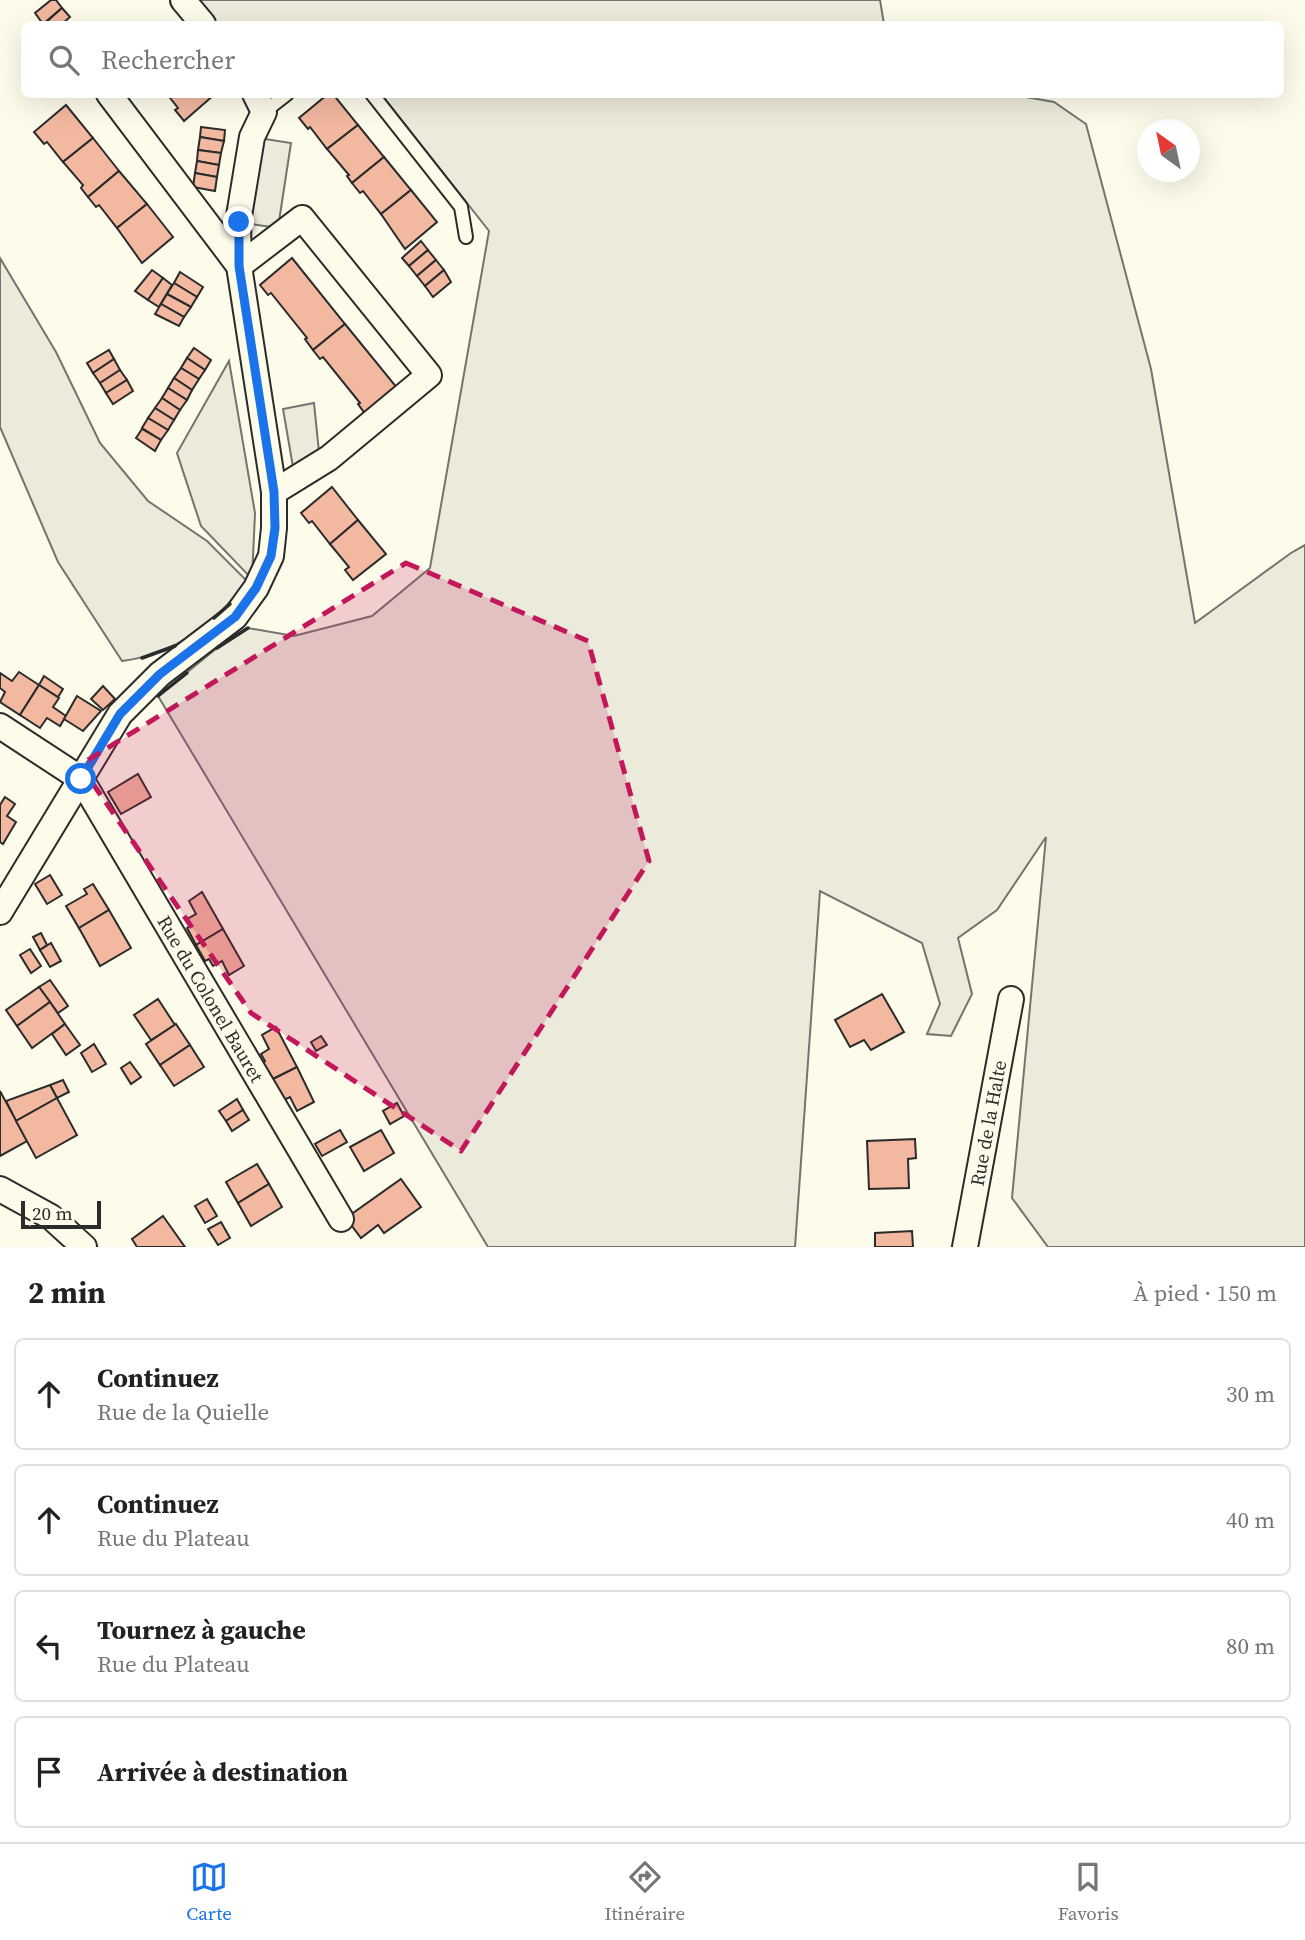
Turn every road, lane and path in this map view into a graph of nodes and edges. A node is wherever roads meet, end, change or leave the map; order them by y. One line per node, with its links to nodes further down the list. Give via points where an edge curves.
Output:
1 (183, 0): 2 (street)
2 (200, 21)
3 (112, 98): 7 (street)
4 (375, 98): 6 (lane, via 461,208)
5 (260, 103): 7 (street, via 239,222)
6 (466, 237)
7 (239, 266): 8 (street); 8 (street, via 302,218 429,375 329,458)
8 (274, 492): 10 (street, via 271,556 256,588 235,617 160,674 120,714)
9 (0, 726): 10 (street)
10 (81, 779): 11 (street); 14 (street, Rue du Colonel Bauret)
11 (0, 912)
12 (1011, 999): 16 (street, Rue de la Halte)
13 (0, 1189): 15 (street, via 51,1217)
14 (341, 1219)
15 (84, 1247)
16 (965, 1247)

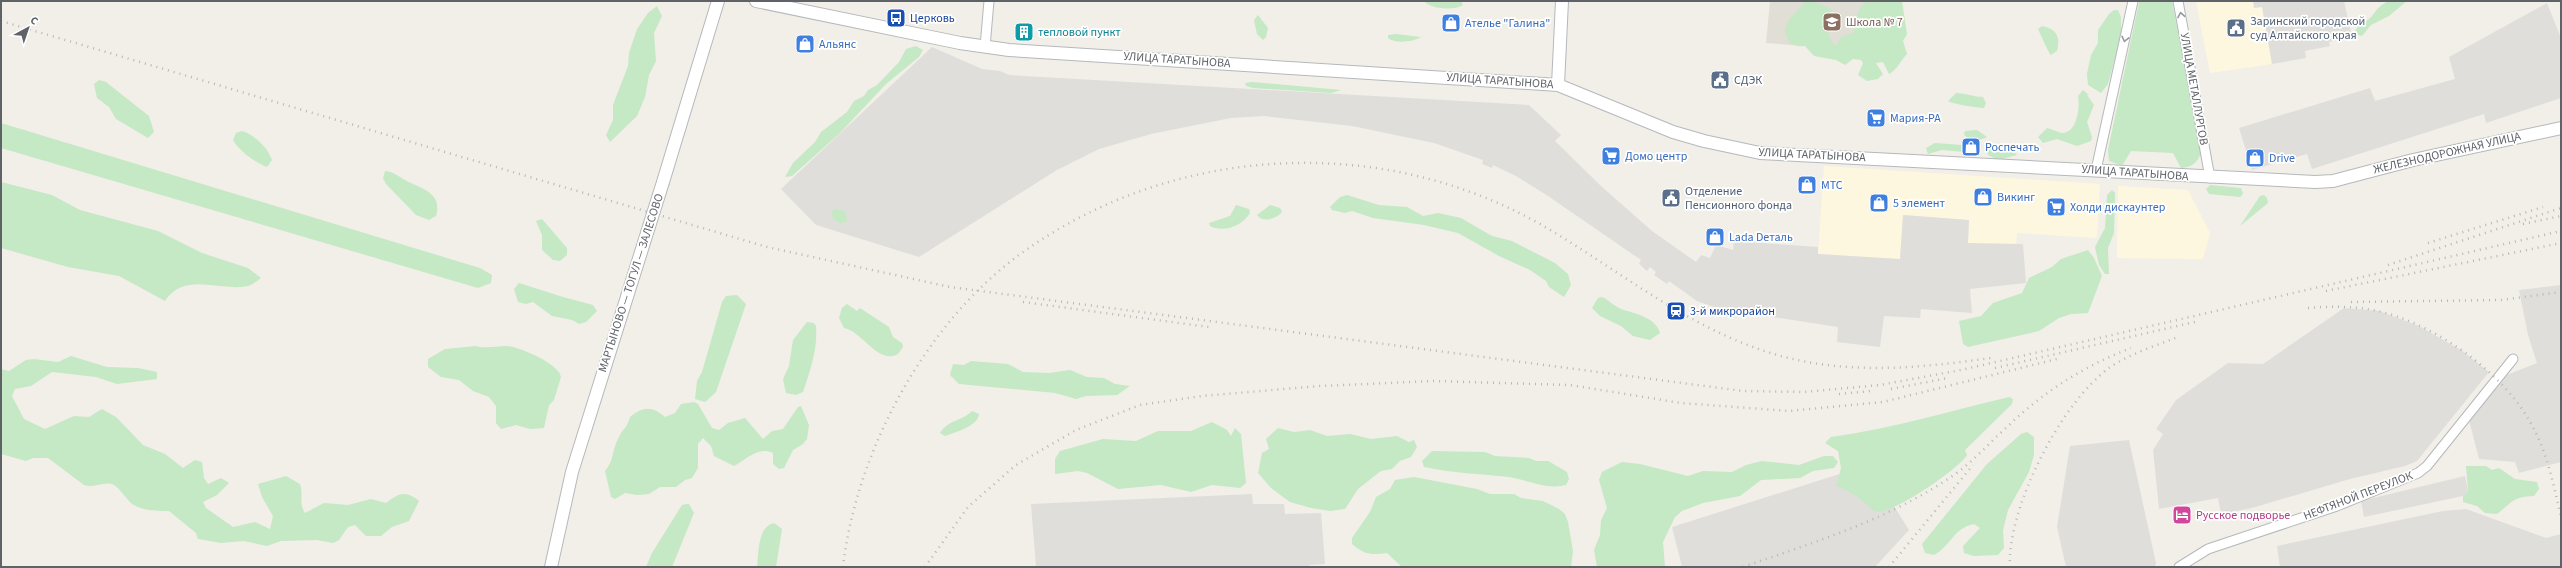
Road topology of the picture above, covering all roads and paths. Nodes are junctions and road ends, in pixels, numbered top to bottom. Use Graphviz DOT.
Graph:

Your instructions: Output each line exactly as shown above; no pictures go in the copy.

Answer for the task:
Turn every road, lane and path in this map view into a graph of nodes and edges. A node is wherever roads meet, end, change or leave the map; order them by y. One line per node, with its links to nodes further down the list. Give via points where an edge curves.
Output:
1 (183, 0): 2 (street)
2 (200, 21)
3 (112, 98): 7 (street)
4 (375, 98): 6 (lane, via 461,208)
5 (260, 103): 7 (street, via 239,222)
6 (466, 237)
7 (239, 266): 8 (street); 8 (street, via 302,218 429,375 329,458)
8 (274, 492): 10 (street, via 271,556 256,588 235,617 160,674 120,714)
9 (0, 726): 10 (street)
10 (81, 779): 11 (street); 14 (street, Rue du Colonel Bauret)
11 (0, 912)
12 (1011, 999): 16 (street, Rue de la Halte)
13 (0, 1189): 15 (street, via 51,1217)
14 (341, 1219)
15 (84, 1247)
16 (965, 1247)

Road topology of the picture above, covering all roads and paths. Nodes are junctions and road ends, in pixels, numbered top to bottom. Use Graphviz DOT.
Graph:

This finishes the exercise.